WHAT YOU ARE ASKED TO DO
Search the listing for the string "Harkness". Copy every line that has it.

EXERCISE INPUTS
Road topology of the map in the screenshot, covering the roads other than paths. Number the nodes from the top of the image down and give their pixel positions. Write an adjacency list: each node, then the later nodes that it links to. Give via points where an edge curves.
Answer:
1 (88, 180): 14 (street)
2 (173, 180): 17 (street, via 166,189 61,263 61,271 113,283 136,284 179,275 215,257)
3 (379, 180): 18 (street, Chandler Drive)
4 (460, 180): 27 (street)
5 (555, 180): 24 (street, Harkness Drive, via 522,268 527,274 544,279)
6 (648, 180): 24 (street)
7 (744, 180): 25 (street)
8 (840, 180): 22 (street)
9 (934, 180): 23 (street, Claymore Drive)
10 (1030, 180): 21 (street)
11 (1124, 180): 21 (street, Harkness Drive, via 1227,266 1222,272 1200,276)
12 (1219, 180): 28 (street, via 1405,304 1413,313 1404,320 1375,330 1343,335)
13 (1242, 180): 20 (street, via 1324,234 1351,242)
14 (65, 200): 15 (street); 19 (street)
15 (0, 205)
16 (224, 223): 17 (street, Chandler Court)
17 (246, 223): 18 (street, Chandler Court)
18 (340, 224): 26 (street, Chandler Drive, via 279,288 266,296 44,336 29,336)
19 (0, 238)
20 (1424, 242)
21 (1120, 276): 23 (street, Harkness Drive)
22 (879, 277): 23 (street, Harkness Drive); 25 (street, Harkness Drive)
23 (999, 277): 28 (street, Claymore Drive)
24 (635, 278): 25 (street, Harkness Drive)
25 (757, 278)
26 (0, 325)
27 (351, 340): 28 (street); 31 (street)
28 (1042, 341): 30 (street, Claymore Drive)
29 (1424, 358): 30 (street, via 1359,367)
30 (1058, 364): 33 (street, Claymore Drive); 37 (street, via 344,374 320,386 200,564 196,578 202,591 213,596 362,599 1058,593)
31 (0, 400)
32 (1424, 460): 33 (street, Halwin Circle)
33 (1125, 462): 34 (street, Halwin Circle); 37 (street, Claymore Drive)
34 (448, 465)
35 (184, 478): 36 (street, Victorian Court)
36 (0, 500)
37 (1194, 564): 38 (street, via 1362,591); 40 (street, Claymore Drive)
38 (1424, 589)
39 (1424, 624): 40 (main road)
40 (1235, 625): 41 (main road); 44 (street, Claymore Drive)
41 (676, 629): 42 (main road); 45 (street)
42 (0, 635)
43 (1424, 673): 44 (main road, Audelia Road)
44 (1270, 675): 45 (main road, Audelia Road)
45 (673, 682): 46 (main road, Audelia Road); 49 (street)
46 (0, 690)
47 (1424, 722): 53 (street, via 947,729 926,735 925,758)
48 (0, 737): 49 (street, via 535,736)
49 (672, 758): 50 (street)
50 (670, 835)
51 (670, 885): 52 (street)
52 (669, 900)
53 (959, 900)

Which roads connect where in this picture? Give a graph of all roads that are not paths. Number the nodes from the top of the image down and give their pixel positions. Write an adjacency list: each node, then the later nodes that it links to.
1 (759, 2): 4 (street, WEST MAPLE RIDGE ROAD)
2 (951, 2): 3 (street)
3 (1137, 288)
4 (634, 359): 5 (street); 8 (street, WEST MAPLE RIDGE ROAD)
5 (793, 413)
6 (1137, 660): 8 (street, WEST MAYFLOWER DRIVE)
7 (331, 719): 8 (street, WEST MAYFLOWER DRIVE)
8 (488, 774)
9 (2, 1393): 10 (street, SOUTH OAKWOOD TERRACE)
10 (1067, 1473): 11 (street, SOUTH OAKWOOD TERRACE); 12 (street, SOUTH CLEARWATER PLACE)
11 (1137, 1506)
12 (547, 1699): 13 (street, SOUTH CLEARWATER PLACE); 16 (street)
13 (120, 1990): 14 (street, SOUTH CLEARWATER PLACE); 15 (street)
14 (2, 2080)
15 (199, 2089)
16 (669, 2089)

RESPONSE TO THE EXERCISE
5 (555, 180): 24 (street, Harkness Drive, via 522,268 527,274 544,279)
11 (1124, 180): 21 (street, Harkness Drive, via 1227,266 1222,272 1200,276)
21 (1120, 276): 23 (street, Harkness Drive)
22 (879, 277): 23 (street, Harkness Drive); 25 (street, Harkness Drive)
24 (635, 278): 25 (street, Harkness Drive)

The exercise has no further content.